I mostly agree with that statement, but I’m not an idiot, I didn’t go into this Robot Jox vs. Godzilla movie expecting a Merchant-Ivory film or some Reservoir Dogsian character drama. I promise, I wasn’t expecting Pacific Rim to be character driven. But I did need one actual character. One. One solitary human being about whom I could give even the wateriest of shits, or even a robot with some personality.
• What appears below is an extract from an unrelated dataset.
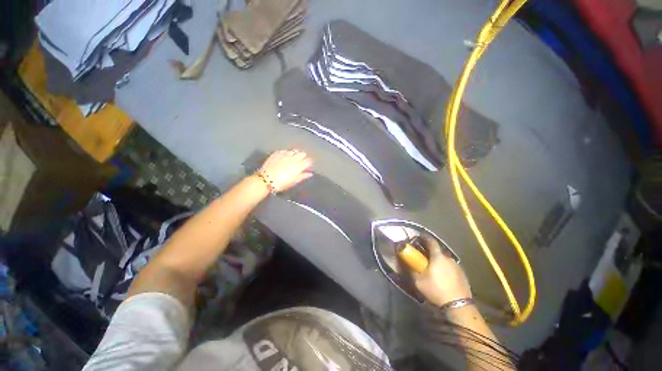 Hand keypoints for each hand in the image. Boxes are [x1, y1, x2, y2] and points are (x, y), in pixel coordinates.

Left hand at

Instead, I got a collection of shrill stereotypes straight out of a Michal Bay movie toplined by Maverick‘s Match.com profile.
It didn’t bug me that the characters were clichés, it bugged me that they were only the most crudely sketched clichés, where we were supposed to fill in the gaps ourselves, like trying to recreate George Clooney’s charm using only a paparazzi photo of him watering his plants. Since Guillermo Del Toro seems to want so desperately for his lead to be Maverick, let’s take Maverick for example. In Top Gun, Maverick was a brash young pilot who played by his own rules, which was a cliché even then, but even so, we at least got to know him – he had hopes, dreams, fears, a girlfriend, a cool motorcycle, some dudes he played gay volleyball with, and a favorite cereal. With Charlie Hunnam, who charmlessly plays Raleigh Becket, leader of Pacific Rim‘s silly name brigade, we get, like I said, a dating profile. A couple snapshots – here is with his shirt off, here he is being brash, a quote about “work hard, play hard” – his “personality” just a couple of hackneyed sentences offering only the vaguest sense that he’s the type of guy who might be in an action movie.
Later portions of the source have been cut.